Camp infrastructure can also remain long after migrants have moved out of them and the camps are shut down. The materials Ashmore provided to the Immigration Committee include detailed examples this happening during the European response to more than a million migrants arriving in 2015 and 2016.

Germany built winterized reception centers, including single-family tents and prefabricated structures, for housing refugees short-term while they waited for longer-term accommodation in 2015. The reception centers evolved from short-term to mid-term accommodation sites to provide additional support during the asylum application process. In all, over ninety percent of the people spent less than twenty-four hours in the facilities. By July 2016, all the refugees were resettled, but the centers are still standing today, ready to operate within thirty days if more migrants arrive. 

Another dynamic that often arises between host and migrant communities is tension over economic concerns and harmful narratives about migrants fueled by disinformation, which can sometimes turn violent. 

Many in the audience at an October 24 meeting about a proposed tent camp in Brighton Park applaud a Colombian migrant (facing away) after she gave public comment through a translator. | Jim Daley

At Tuesday’s public meeting, a woman from Colombia and a volunteer who spoke on behalf of several other asylum seekers both said the new arrivals in Chicago want jobs, but many are stuck waiting for federal Work Authorization Permits. While the Biden administration approved work permits for Venezuelans who arrived before July 31, the status of those who came after that date is in limbo. Thirty thousand migrants from Venezuela, Cuba, Haiti, and Nicaragua will be allowed to enter the United States each month with two-year work permits, and another 40,000 asylum seekers will be able to use a government app to make appointments with officials at border crossings.

Biden’s announcement of expedited work permits for asylum seekers was followed by another saying it will begin deporting Venezuelan migrants who lack a legal basis to remain in the country. Secretary of State Antony Blinken described the new deportation policy as “a key piece” of the administration’s migration policy. The first flight departed for Caracas, Venezuela on October 18 with 127 people on board. 

Residents who gave public comment at Tuesday’s meeting were roughly evenly divided.
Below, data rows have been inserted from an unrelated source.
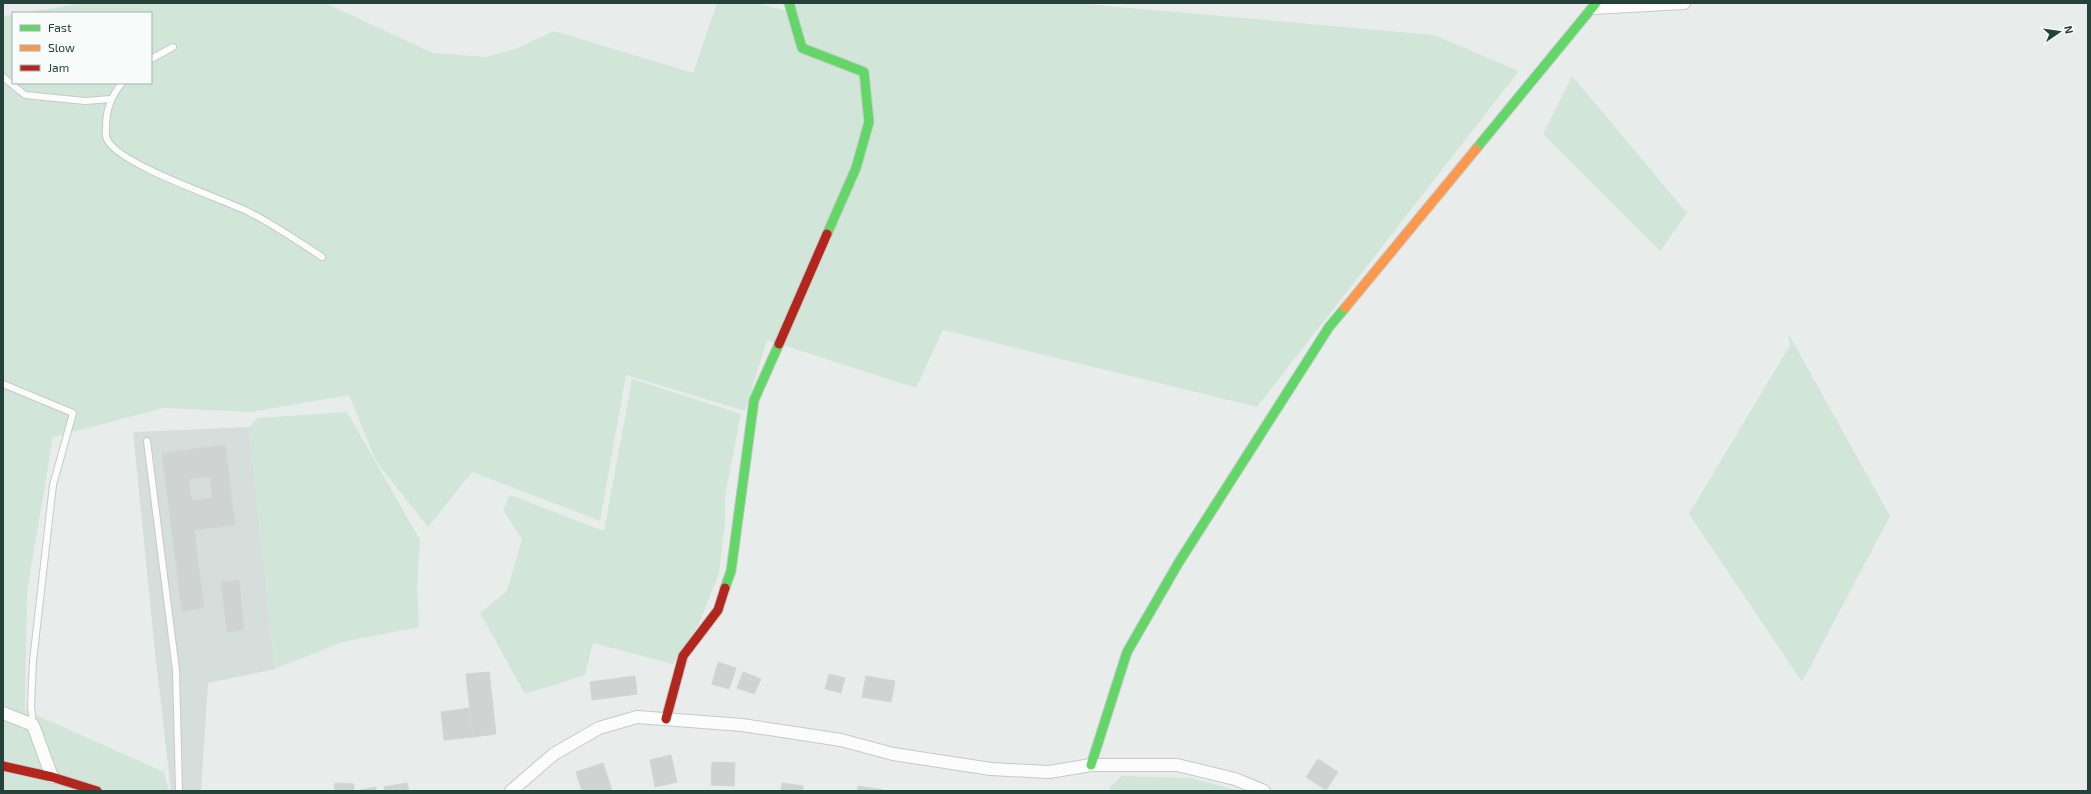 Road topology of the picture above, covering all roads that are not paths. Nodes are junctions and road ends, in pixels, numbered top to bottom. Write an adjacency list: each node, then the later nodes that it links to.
1 (789, 3): 13 (street)
2 (1684, 3): 3 (street)
3 (1595, 5): 16 (street)
4 (173, 47): 5 (lane)
5 (152, 58)
6 (3, 77): 8 (lane)
7 (121, 84): 8 (lane)
8 (110, 99): 9 (lane)
9 (322, 257)
10 (3, 384): 14 (lane)
11 (147, 441): 19 (lane)
12 (3, 713): 14 (street)
13 (666, 719): 16 (street); 20 (street)
14 (33, 725): 17 (street)
15 (3, 766): 17 (street)
16 (1091, 766): 21 (street)
17 (52, 776): 18 (street)
18 (98, 791)
19 (179, 791)
20 (511, 791)
21 (1264, 791)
Those opposed cited concerns about their property values and fears of increased crime, while those in favor spoke about the importance that Chicago remains a city that welcomes immigrants. 

Carolyn Brown, who has taught at Kelly since 2003, said she has “concerns over how temporary the situation really is,” adding that all Chicago residents need more stable housing. She said she’s taught students who have faced housing instability her entire career. Migrants “need walls [and] the dignity of living indoors,” she said. 
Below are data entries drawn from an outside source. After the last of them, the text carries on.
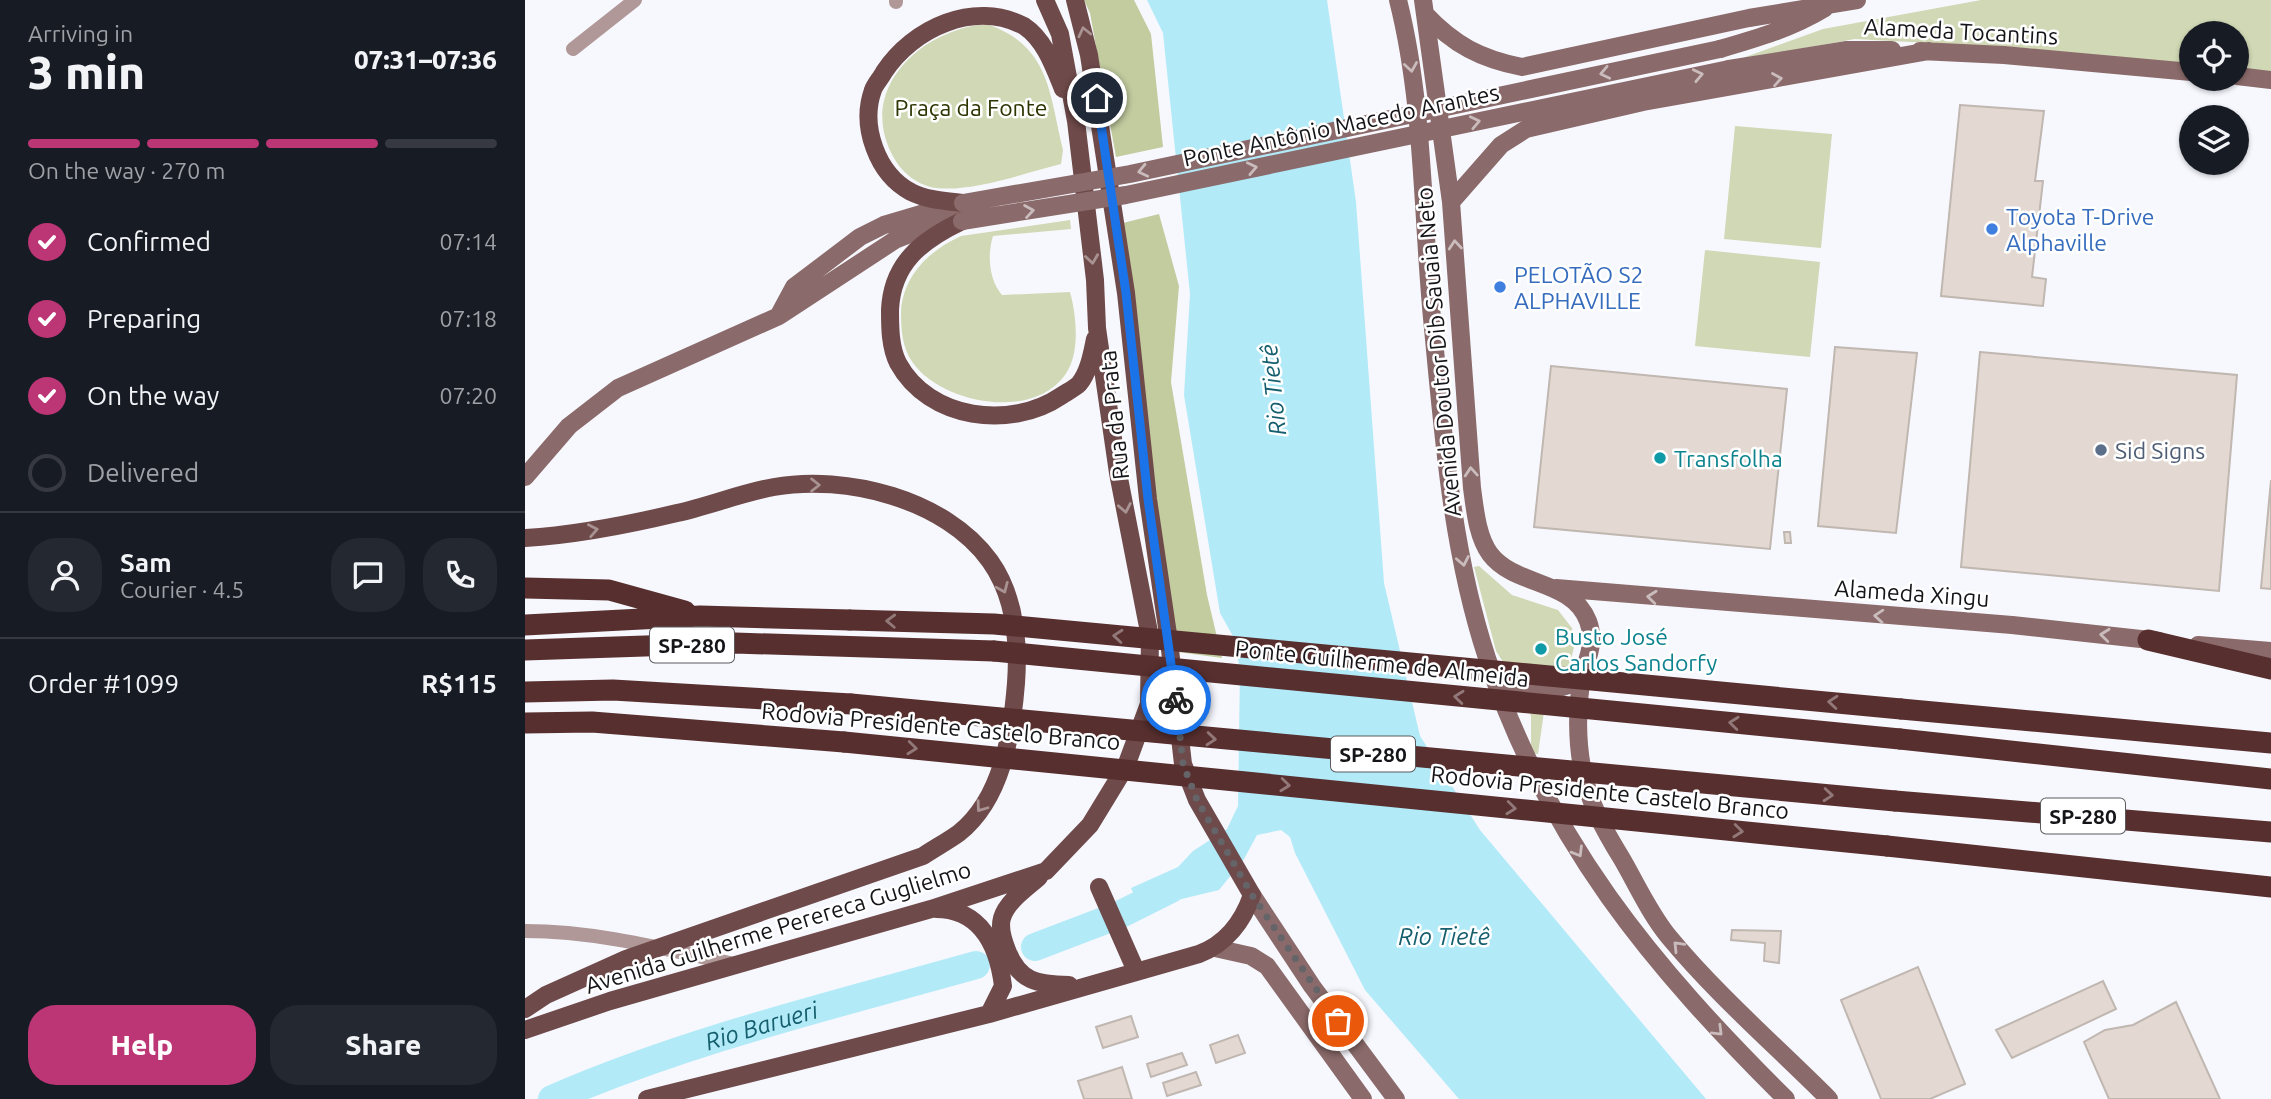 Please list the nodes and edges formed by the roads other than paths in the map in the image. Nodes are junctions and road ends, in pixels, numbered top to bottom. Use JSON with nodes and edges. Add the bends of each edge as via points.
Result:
{"nodes":[{"id":1,"x":635,"y":0,"type":"edge"},
{"id":2,"x":974,"y":0,"type":"edge"},
{"id":3,"x":1045,"y":0,"type":"edge"},
{"id":4,"x":1075,"y":0,"type":"edge"},
{"id":5,"x":1398,"y":0,"type":"edge"},
{"id":6,"x":1857,"y":0,"type":"edge"},
{"id":7,"x":1831,"y":4,"type":"junction"},
{"id":8,"x":1424,"y":7,"type":"edge"},
{"id":9,"x":962,"y":15,"type":"junction"},
{"id":10,"x":573,"y":49,"type":"dead end"},
{"id":11,"x":1720,"y":49,"type":"joint"},
{"id":12,"x":1929,"y":51,"type":"junction"},
{"id":13,"x":1522,"y":67,"type":"junction"},
{"id":14,"x":1729,"y":69,"type":"joint"},
{"id":15,"x":2179,"y":71,"type":"edge"},
{"id":16,"x":2249,"y":77,"type":"edge"},
{"id":17,"x":2271,"y":80,"type":"edge"},
{"id":18,"x":1076,"y":121,"type":"junction"},
{"id":19,"x":1526,"y":129,"type":"junction"},
{"id":20,"x":1451,"y":202,"type":"junction"},
{"id":21,"x":962,"y":212,"type":"junction"},
{"id":22,"x":1097,"y":328,"type":"junction"},
{"id":23,"x":525,"y":477,"type":"edge"},
{"id":24,"x":525,"y":538,"type":"edge"},
{"id":25,"x":525,"y":587,"type":"edge"},
{"id":26,"x":1550,"y":587,"type":"junction"},
{"id":27,"x":700,"y":616,"type":"junction"},
{"id":28,"x":525,"y":625,"type":"edge"},
{"id":29,"x":2148,"y":640,"type":"junction"},
{"id":30,"x":525,"y":650,"type":"edge"},
{"id":31,"x":2271,"y":651,"type":"edge"},
{"id":32,"x":2271,"y":669,"type":"edge"},
{"id":33,"x":1497,"y":680,"type":"junction"},
{"id":34,"x":1581,"y":680,"type":"junction"},
{"id":35,"x":525,"y":692,"type":"edge"},
{"id":36,"x":525,"y":723,"type":"edge"},
{"id":37,"x":2271,"y":743,"type":"edge"},
{"id":38,"x":2271,"y":779,"type":"edge"},
{"id":39,"x":1100,"y":810,"type":"joint"},
{"id":40,"x":2271,"y":832,"type":"edge"},
{"id":41,"x":1046,"y":871,"type":"junction"},
{"id":42,"x":1099,"y":887,"type":"dead end"},
{"id":43,"x":2271,"y":887,"type":"edge"},
{"id":44,"x":1249,"y":891,"type":"junction"},
{"id":45,"x":930,"y":909,"type":"junction"},
{"id":46,"x":525,"y":931,"type":"edge"},
{"id":47,"x":660,"y":947,"type":"junction"},
{"id":48,"x":1215,"y":948,"type":"junction"},
{"id":49,"x":734,"y":964,"type":"junction"},
{"id":50,"x":1136,"y":971,"type":"junction"},
{"id":51,"x":1090,"y":985,"type":"junction"},
{"id":52,"x":525,"y":1009,"type":"edge"},
{"id":53,"x":989,"y":1014,"type":"junction"},
{"id":54,"x":525,"y":1030,"type":"edge"},
{"id":55,"x":647,"y":1099,"type":"edge"},
{"id":56,"x":1363,"y":1099,"type":"edge"},
{"id":57,"x":1396,"y":1099,"type":"edge"},
{"id":58,"x":1786,"y":1099,"type":"edge"},
{"id":59,"x":1829,"y":1099,"type":"edge"}],
"edges":[{"from":1,"to":10,"type":"street"},
{"from":2,"to":9,"type":"main road"},
{"from":3,"to":18,"type":"main road","name":"Rua da Prata","via":[[1060,34]]},
{"from":44,"to":4,"type":"main road","name":"Rua da Prata","one_way":true,"via":[[1183,764],[1126,293],[1091,66]]},
{"from":5,"to":33,"type":"main road","name":"Avenida Doutor Dib Sauaia Neto","one_way":true,"via":[[1412,77],[1452,499],[1481,638]]},
{"from":6,"to":7,"type":"main road","name":"Alameda Tocantins"},
{"from":7,"to":11,"type":"main road","name":"Alameda Tocantins","via":[[1799,24]]},
{"from":7,"to":13,"type":"main road"},
{"from":8,"to":13,"type":"main road","via":[[1447,37],[1467,51]]},
{"from":8,"to":20,"type":"main road","name":"Avenida Doutor Dib Sauaia Neto"},
{"from":9,"to":18,"type":"main road","via":[[994,13],[1025,27],[1047,51]]},
{"from":9,"to":21,"type":"main road","via":[[942,21],[897,53],[873,89],[870,113],[871,142],[896,181]]},
{"from":11,"to":21,"type":"main road","name":"Ponte Antônio Macedo Arantes","one_way":true,"bridge":true},
{"from":12,"to":14,"type":"main road","name":"Alameda Tocantins","via":[[1847,50]]},
{"from":12,"to":15,"type":"main road","name":"Alameda Tocantins"},
{"from":19,"to":12,"type":"main road","one_way":true,"via":[[1643,102]]},
{"from":13,"to":19,"type":"main road","via":[[1517,101]]},
{"from":21,"to":14,"type":"main road","name":"Ponte Antônio Macedo Arantes","one_way":true,"bridge":true,"via":[[1126,195]]},
{"from":16,"to":17,"type":"main road"},
{"from":18,"to":22,"type":"main road","name":"Rua da Prata","one_way":true},
{"from":19,"to":20,"type":"main road","via":[[1501,145]]},
{"from":26,"to":20,"type":"main road","name":"Avenida Doutor Dib Sauaia Neto","one_way":true,"via":[[1498,563],[1489,552],[1476,514]]},
{"from":21,"to":22,"type":"main road","via":[[909,254],[891,296],[892,345],[897,360],[927,395],[990,416],[1025,413],[1053,402],[1079,384]]},
{"from":21,"to":23,"type":"main road","via":[[895,240],[779,316],[618,388],[569,426]]},
{"from":22,"to":39,"type":"main road","name":"Rua da Prata","one_way":true,"via":[[1152,660],[1149,704],[1135,746]]},
{"from":24,"to":47,"type":"main road","one_way":true,"via":[[563,536],[676,514],[774,487],[851,486],[905,502],[943,519],[969,538],[991,562],[1014,619],[1017,663],[1010,734],[985,804],[961,832],[923,856]]},
{"from":25,"to":27,"type":"highway","via":[[609,590]]},
{"from":29,"to":26,"type":"main road","name":"Alameda Xingu","one_way":true},
{"from":26,"to":34,"type":"main road","name":"Avenida Doutor Dib Sauaia Neto","via":[[1579,606],[1587,619],[1591,650]]},
{"from":27,"to":28,"type":"highway"},
{"from":37,"to":27,"type":"highway","one_way":true,"bridge":true,"via":[[994,624]]},
{"from":29,"to":31,"type":"main road","name":"Alameda Xingu"},
{"from":29,"to":32,"type":"highway"},
{"from":38,"to":30,"type":"highway","name":"Ponte Guilherme de Almeida","number":"SP-280","one_way":true,"bridge":true,"via":[[994,651],[735,643]]},
{"from":33,"to":34,"type":"main road","via":[[1548,691]]},
{"from":33,"to":58,"type":"main road","one_way":true,"via":[[1540,785],[1593,876],[1658,965]]},
{"from":59,"to":34,"type":"main road","name":"Avenida Doutor Dib Sauaia Neto","one_way":true,"via":[[1667,935],[1640,891],[1601,825],[1583,774],[1579,753]]},
{"from":35,"to":40,"type":"highway","name":"Rodovia Presidente Castelo Branco","number":"SP-280","one_way":true,"bridge":true,"via":[[613,690],[851,704]]},
{"from":36,"to":43,"type":"highway","name":"Rodovia Presidente Castelo Branco","one_way":true,"bridge":true,"via":[[592,722],[844,741]]},
{"from":39,"to":41,"type":"main road","name":"Avenida Guilherme Perereca Guglielmo","via":[[1075,844]]},
{"from":41,"to":45,"type":"main road","name":"Avenida Guilherme Perereca Guglielmo"},
{"from":41,"to":51,"type":"main road","name":"Avenida Guilherme Perereca Guglielmo","via":[[1002,918],[1002,936],[1013,967],[1021,975],[1047,984]]},
{"from":42,"to":50,"type":"main road"},
{"from":44,"to":48,"type":"main road","via":[[1246,914]]},
{"from":44,"to":57,"type":"main road"},
{"from":45,"to":49,"type":"main road","name":"Avenida Guilherme Perereca Guglielmo"},
{"from":45,"to":53,"type":"main road","via":[[952,909],[986,931],[1001,966],[1003,986]]},
{"from":46,"to":47,"type":"street","via":[[559,931]]},
{"from":47,"to":49,"type":"street"},
{"from":47,"to":52,"type":"main road","via":[[546,995]]},
{"from":48,"to":50,"type":"main road"},
{"from":48,"to":56,"type":"main road","via":[[1251,956],[1267,967]]},
{"from":49,"to":54,"type":"main road","name":"Avenida Guilherme Perereca Guglielmo"},
{"from":50,"to":51,"type":"main road"},
{"from":51,"to":53,"type":"main road"},
{"from":53,"to":55,"type":"main road"}]}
Regardless of which side they were on, most speakers at the Kelly meeting agreed on the need for more permanent and dignified shelter for new arrivals, and more federal and state money to do so. However, receiving federal money would come with aligning with federal policy. 

Gatter said that the U.S. government is likely not interested in putting new migrants in permanent housing. She explained that, in the eyes of the federal state, the migrants who haven’t officially been accepted as asylum seekers have no legal basis to be in the country, so there’s technically no political impetus to move them out of temporary shelters, where they can more easily be controlled and monitored for deportation. 

International law does offer some protections for asylum seekers who have not yet received official refugee status, but they are limited. The former UNHCR employee said that while international law has a fundamental principle of “non-refoulement” that forbids a country receiving asylum seekers from returning them to their country of origin where they are likely to be persecuted, this principle doesn’t hold if case managers determine there is not a direct threat to their life. 

She said that in legal terms, “asylum is not really applicable if you’re going to die of starvation because you can’t find a job.” 

From January 2019 to December 2020, the U.S. government returned close to 70,000 asylum seekers and migrants to dangerous conditions in Mexico to await their asylum claim decision under the Migrant Protection Protocols (MPP). A report by Médecins Sans Frontières found that seventy-five percent of migrants returned to Mexico under the MPP had been victims of attempted kidnapping. 

While the U.S. works on and funds UNHCR projects in the Global South, it doesn’t collaborate with the UNHCR in its own management of migration within American borders, Gatter said. “You see them instead turn into their own governmental mechanisms, keeping track of people and controlling them until we figure out where they’re going to go.” 

The “last thing” the city should do is treat asylum seekers as a kind of eyesore or burden on the community. “They need to be seen as possible contributors and possible collaborators,” Gatter said. “I think anything where you allow people freedom of movement and the ability to also see themselves as potentially contributing to the city, as being valued…that’s going to have a positive effect on how this is handled, and how they’re going to be received, and how they’re going to be perceived as well by fellow Chicagoans.”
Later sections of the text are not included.